ChitoTex and EUCODIS Bioscience: Enzyme development for chitosan production

on .

Within the ChitoTex project EUCODIS Bioscience, the Fraunhofer IGB and Norwegian University of Life Sciences (NMBU) collaborated to establish a new enzyme based approach to produce chitosan for the treatment of textile fibers and yarns in a more sustainable way. EUCODIS played an important role in the screening and modification of those enzymes aiming to develop suitable expression systems as well as efficient, stable, recombinant enzymes to produce chitosan.

The Fraunhofer IGB laid the foundation for the development and purification by processing chitin from insects and subsequently converting it to chitosan by using chitin-modifying enzymes (e.g. chitinases, deacetylases, chitosanases and others). Furthermore, modifications of the enzyme activity have been achieved, leading to chitosans with desired chemical-physical properties for textile-specific applications. Those enzymes were further characterized by Fraunhofer IGB and NMBU. As a second success of EUCODIS in this project, a chitosanase was identified and characterized, which can be used for the removal of chitosan from textile fibers after weaving (“desizing”), allowing to shape this step of textile production more efficiently without harming the fibers.

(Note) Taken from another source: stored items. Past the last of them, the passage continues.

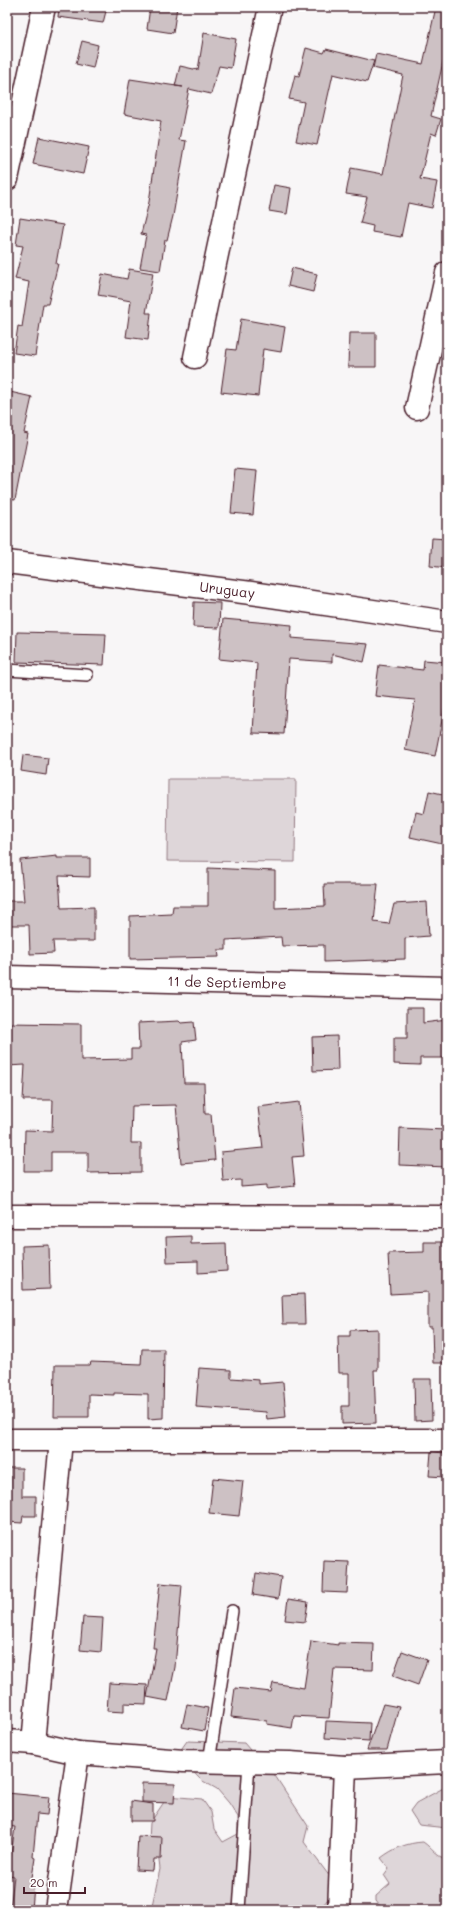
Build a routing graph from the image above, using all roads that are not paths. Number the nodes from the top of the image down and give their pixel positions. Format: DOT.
graph roads {
  1 [pos="44,7"];
  2 [pos="270,7"];
  3 [pos="7,179"];
  4 [pos="447,273"];
  5 [pos="195,357"];
  6 [pos="417,408"];
  7 [pos="7,562"];
  8 [pos="447,622"];
  9 [pos="7,670"];
  10 [pos="87,675"];
  11 [pos="7,977"];
  12 [pos="447,988"];
  13 [pos="7,1216"];
  14 [pos="447,1216"];
  15 [pos="7,1440"];
  16 [pos="61,1440"];
  17 [pos="447,1440"];
  18 [pos="232,1611"];
  19 [pos="7,1741"];
  20 [pos="33,1743"];
  21 [pos="78,1753"];
  22 [pos="209,1762"];
  23 [pos="447,1762"];
  24 [pos="249,1763"];
  25 [pos="345,1768"];
  26 [pos="56,1910"];
  27 [pos="239,1910"];
  28 [pos="339,1910"];
  1 -- 3 [label="street"];
  2 -- 5 [label="street"];
  4 -- 6 [label="street"];
  7 -- 8 [label="street, Uruguay"];
  9 -- 10 [label="lane"];
  11 -- 12 [label="street, 11 de Septiembre"];
  13 -- 14 [label="street"];
  15 -- 16 [label="street"];
  16 -- 17 [label="street"];
  16 -- 20 [label="street"];
  18 -- 22 [label="lane"];
  19 -- 20 [label="street"];
  20 -- 21 [label="street"];
  21 -- 22 [label="street"];
  21 -- 26 [label="street"];
  22 -- 24 [label="street"];
  23 -- 25 [label="street"];
  24 -- 25 [label="street"];
  24 -- 27 [label="lane"];
  25 -- 28 [label="street"];
}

EUCODIS has contributed in the development of a final enzyme cocktail for chitosan production and allowed a pre-selection of promising enzymes with regard to high production yields, helping to make chitosan production more sustainable in the future. EUCODIS’ partnering institutions will use those enzyme techniques for novel production processes for modified chitosan derivatives and functional chitosan-coated fibers and textiles.
Chitosan is a linear, short polysaccharide with a wide range of applications in biomedicine as well as in the treatment of textiles. It is produced by demineralizing and partially deacetylating naturally occurring chitin under harsh alkaline conditions. Chitin itself is a renewable resource available as a side-product from shellfish or insect processing for animal protein feed production, making it a cheap and eco-friendly raw material. The process of chitosan production on the other hand not only requires the use of acids, bases and solvents but also produces lots of waste and process water. For these reasons new, more environment friendly techniques such as enzymatic chitin processing are needed.